• [The problem] Would you reproduce each line below exactly, leaving every picture out?

• [Supplied records]
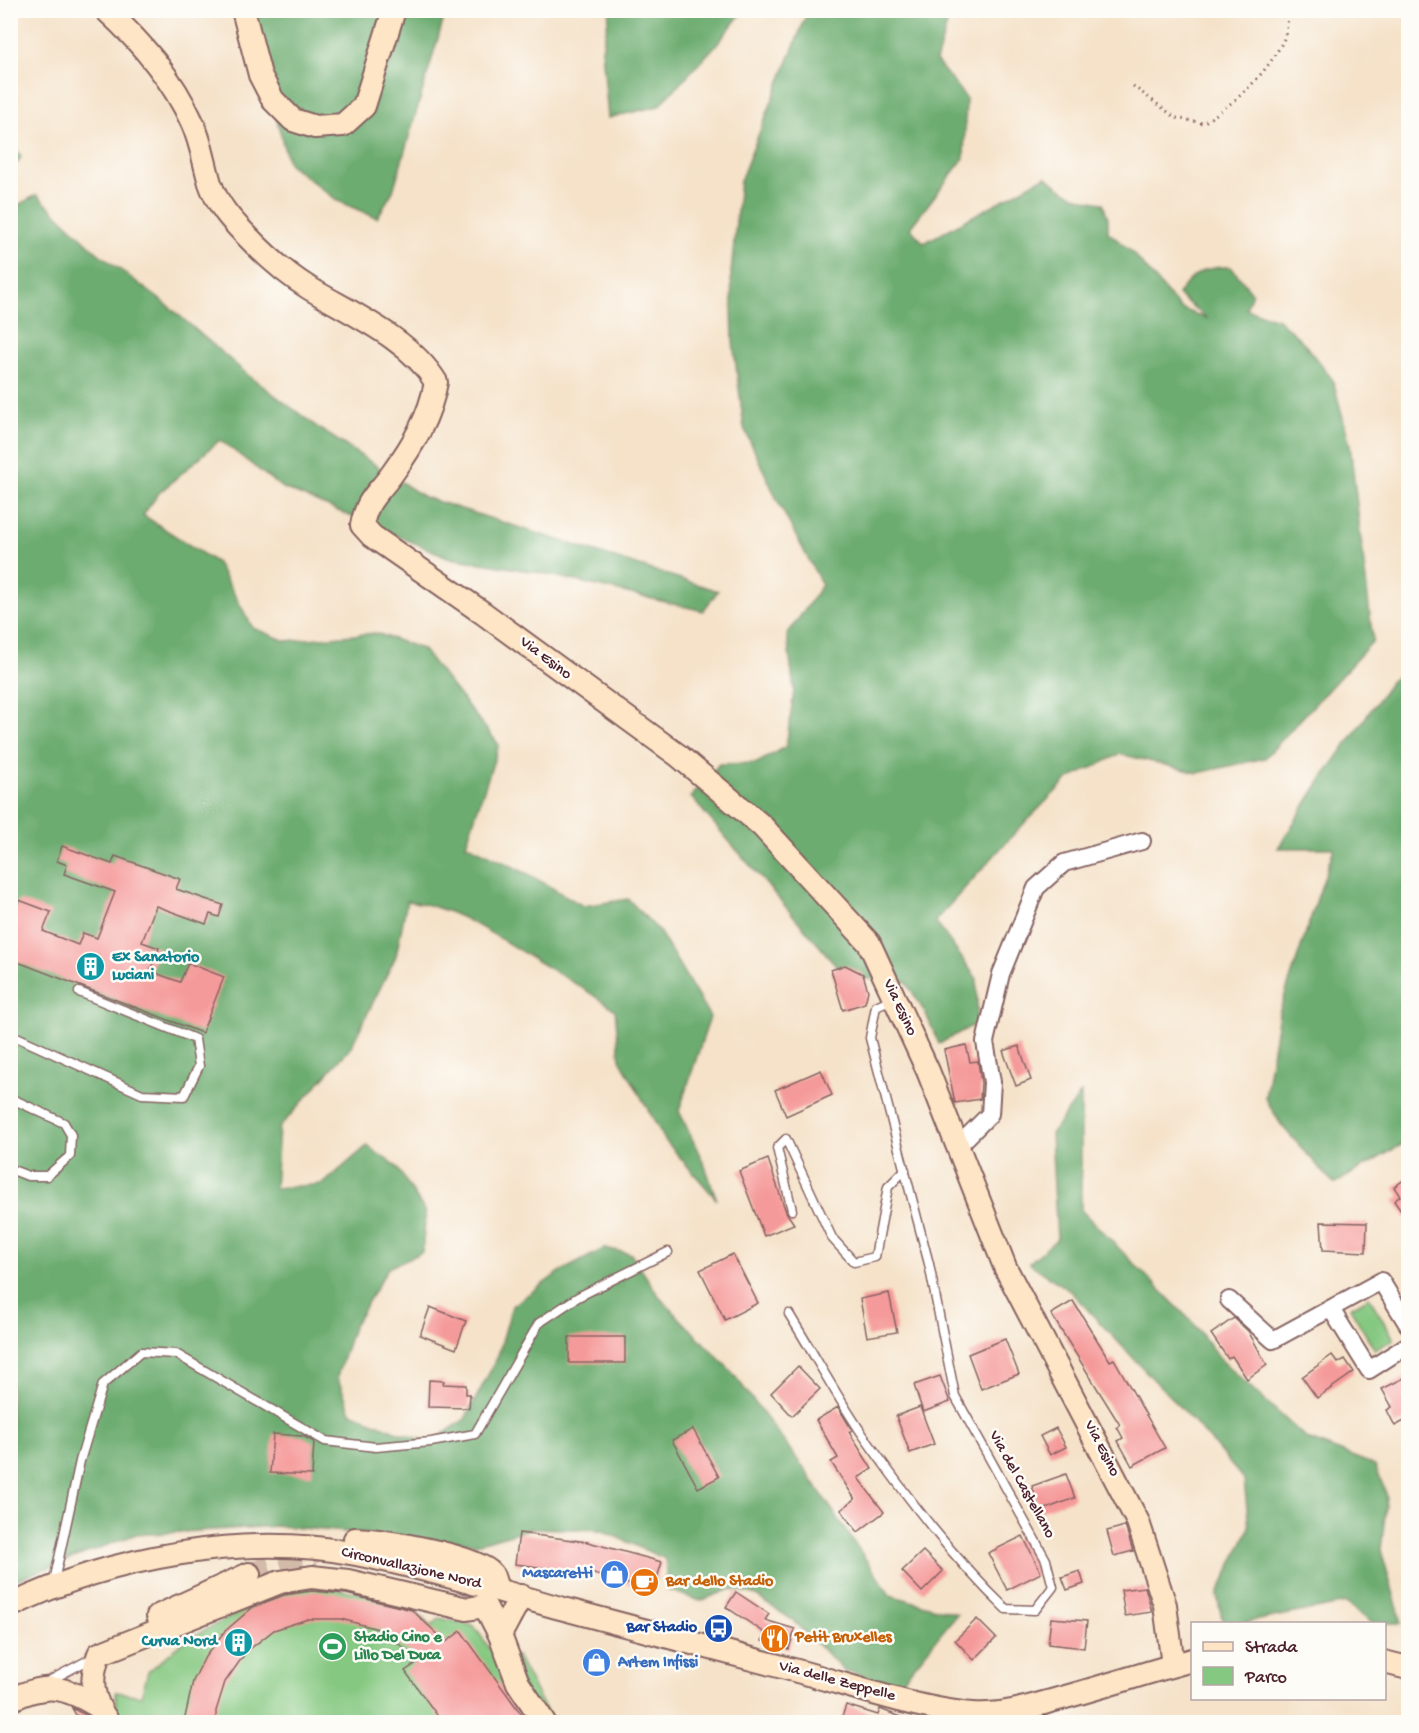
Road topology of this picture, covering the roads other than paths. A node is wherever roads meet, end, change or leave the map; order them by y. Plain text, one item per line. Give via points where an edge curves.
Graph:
1 (106, 10) edge
2 (243, 10) edge
3 (394, 10) edge
4 (1142, 841) dead end
5 (78, 992) dead end
6 (894, 998) junction
7 (10, 1034) edge
8 (10, 1098) edge
9 (958, 1146) junction
10 (10, 1169) edge
11 (905, 1170) junction
12 (792, 1210) dead end
13 (668, 1252) dead end
14 (1229, 1300) dead end
15 (1331, 1309) junction
16 (789, 1314) dead end
17 (1408, 1325) edge
18 (1408, 1345) edge
19 (355, 1539) dead end
20 (249, 1574) tunnel mouth
21 (53, 1586) junction
22 (522, 1596) junction
23 (491, 1597) junction
24 (10, 1606) edge
25 (500, 1635) junction
26 (109, 1649) junction
27 (1386, 1662) edge
28 (1183, 1663) edge
29 (1408, 1668) edge
30 (20, 1695) edge
31 (102, 1714) edge
32 (544, 1722) edge

1 - 6 street, Via Esino via 150,54 176,91 193,123 223,210 272,261 404,346 425,363 436,382 432,406 416,440 367,503 362,525 372,536 679,756 762,826 869,943
2 - 3 street via 260,75 273,100 293,120 315,127 343,125 364,106
4 - 9 street via 1064,863 1036,888 1001,974 985,1042 992,1082 990,1114
5 - 7 lane via 195,1039 199,1066 184,1096 142,1094
6 - 9 street, Via Esino
6 - 11 lane, Via del Castellano via 876,1006 870,1038
8 - 10 lane via 64,1123 71,1135 70,1156 47,1176 28,1176
9 - 28 street, Via Esino via 1005,1267 1138,1522
11 - 12 lane via 888,1187 875,1257 854,1262 832,1238 786,1139 777,1148
11 - 16 lane, Via del Castellano via 929,1264 955,1396 1047,1560 1053,1587 1035,1610 1006,1610 981,1585 862,1434
13 - 21 lane via 578,1296 539,1323 475,1434 376,1448 325,1441 176,1354 141,1352 103,1384 80,1461
14 - 15 street via 1273,1340
15 - 17 street via 1381,1281
15 - 18 street via 1369,1370
19 - 23 street via 429,1550 478,1565 492,1575
20 - 26 street via 154,1618
21 - 23 street, Circonvallazione Nord via 114,1566 187,1552 286,1546 354,1554
21 - 24 street, Circonvallazione Nord
22 - 23 street, Via delle Zeppelle
22 - 25 street
22 - 28 street, Via delle Zeppelle via 939,1709 974,1715 1007,1713
23 - 25 street
23 - 26 street via 467,1609 348,1581 312,1577 280,1582
25 - 32 street via 518,1683
26 - 30 lane
26 - 31 street via 93,1671 92,1687
27 - 29 street
30 - 31 street via 57,1687 77,1693

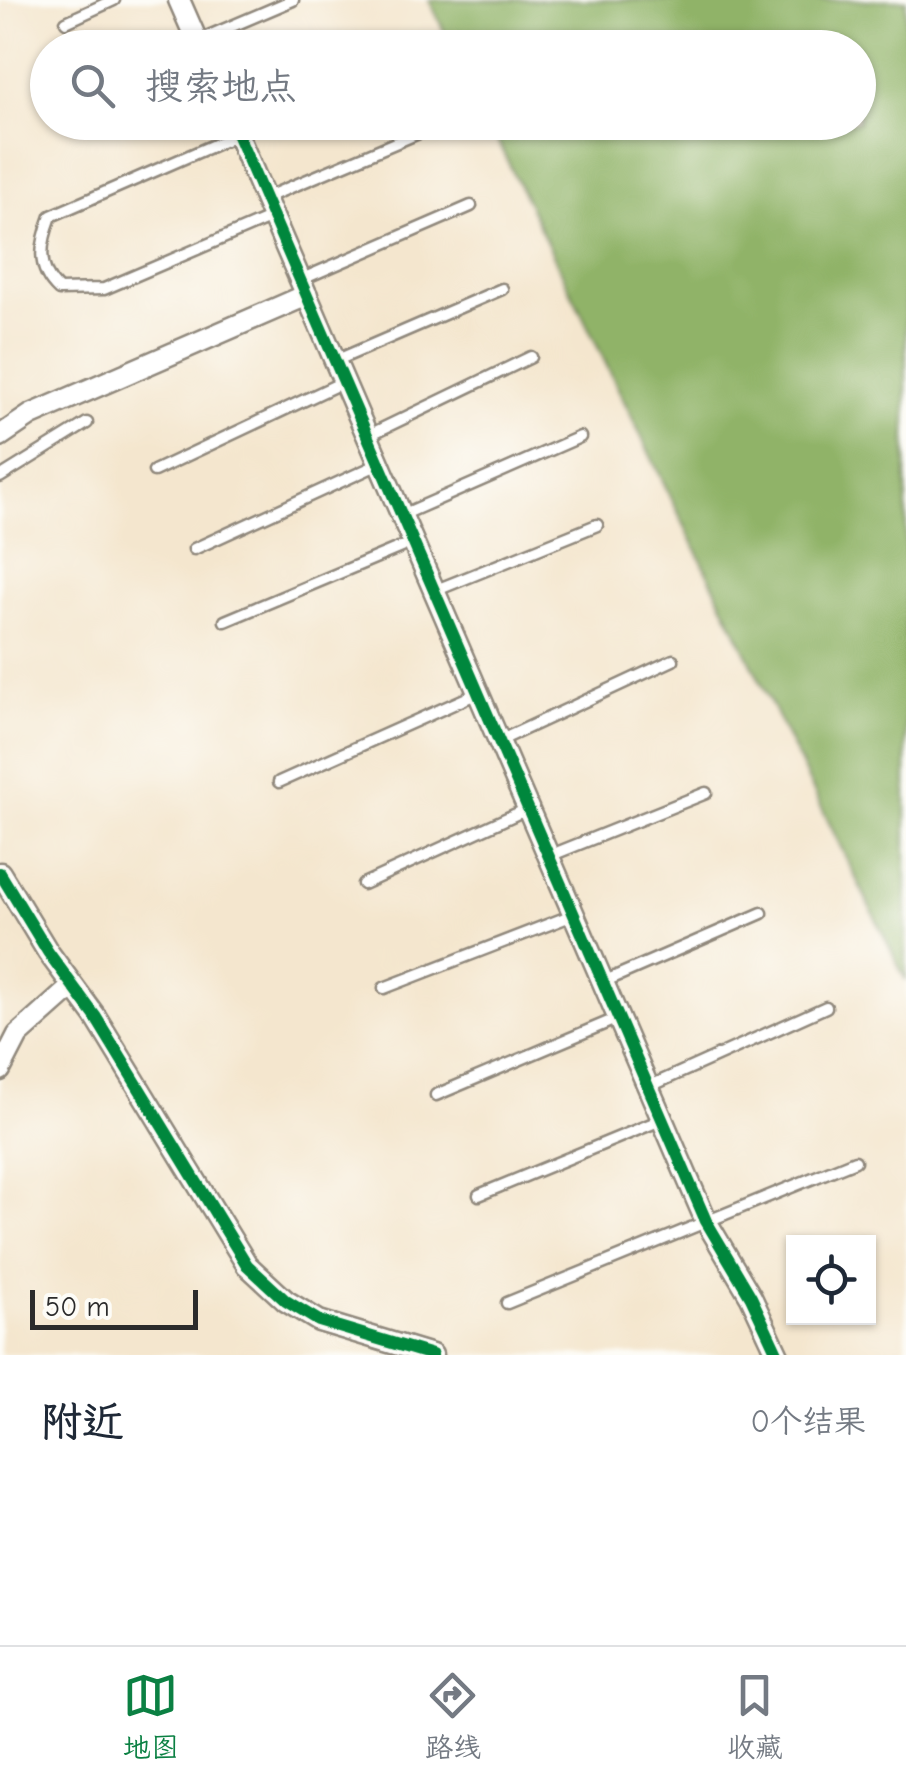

• [Reply to the exercise]
Road topology of this picture, covering the roads other than paths. A node is wherever roads meet, end, change or leave the map; order them by y. Plain text, one item per line. Give via points where an edge curves.
Graph:
1 (106, 10) edge
2 (243, 10) edge
3 (394, 10) edge
4 (1142, 841) dead end
5 (78, 992) dead end
6 (894, 998) junction
7 (10, 1034) edge
8 (10, 1098) edge
9 (958, 1146) junction
10 (10, 1169) edge
11 (905, 1170) junction
12 (792, 1210) dead end
13 (668, 1252) dead end
14 (1229, 1300) dead end
15 (1331, 1309) junction
16 (789, 1314) dead end
17 (1408, 1325) edge
18 (1408, 1345) edge
19 (355, 1539) dead end
20 (249, 1574) tunnel mouth
21 (53, 1586) junction
22 (522, 1596) junction
23 (491, 1597) junction
24 (10, 1606) edge
25 (500, 1635) junction
26 (109, 1649) junction
27 (1386, 1662) edge
28 (1183, 1663) edge
29 (1408, 1668) edge
30 (20, 1695) edge
31 (102, 1714) edge
32 (544, 1722) edge

1 - 6 street, Via Esino via 150,54 176,91 193,123 223,210 272,261 404,346 425,363 436,382 432,406 416,440 367,503 362,525 372,536 679,756 762,826 869,943
2 - 3 street via 260,75 273,100 293,120 315,127 343,125 364,106
4 - 9 street via 1064,863 1036,888 1001,974 985,1042 992,1082 990,1114
5 - 7 lane via 195,1039 199,1066 184,1096 142,1094
6 - 9 street, Via Esino
6 - 11 lane, Via del Castellano via 876,1006 870,1038
8 - 10 lane via 64,1123 71,1135 70,1156 47,1176 28,1176
9 - 28 street, Via Esino via 1005,1267 1138,1522
11 - 12 lane via 888,1187 875,1257 854,1262 832,1238 786,1139 777,1148
11 - 16 lane, Via del Castellano via 929,1264 955,1396 1047,1560 1053,1587 1035,1610 1006,1610 981,1585 862,1434
13 - 21 lane via 578,1296 539,1323 475,1434 376,1448 325,1441 176,1354 141,1352 103,1384 80,1461
14 - 15 street via 1273,1340
15 - 17 street via 1381,1281
15 - 18 street via 1369,1370
19 - 23 street via 429,1550 478,1565 492,1575
20 - 26 street via 154,1618
21 - 23 street, Circonvallazione Nord via 114,1566 187,1552 286,1546 354,1554
21 - 24 street, Circonvallazione Nord
22 - 23 street, Via delle Zeppelle
22 - 25 street
22 - 28 street, Via delle Zeppelle via 939,1709 974,1715 1007,1713
23 - 25 street
23 - 26 street via 467,1609 348,1581 312,1577 280,1582
25 - 32 street via 518,1683
26 - 30 lane
26 - 31 street via 93,1671 92,1687
27 - 29 street
30 - 31 street via 57,1687 77,1693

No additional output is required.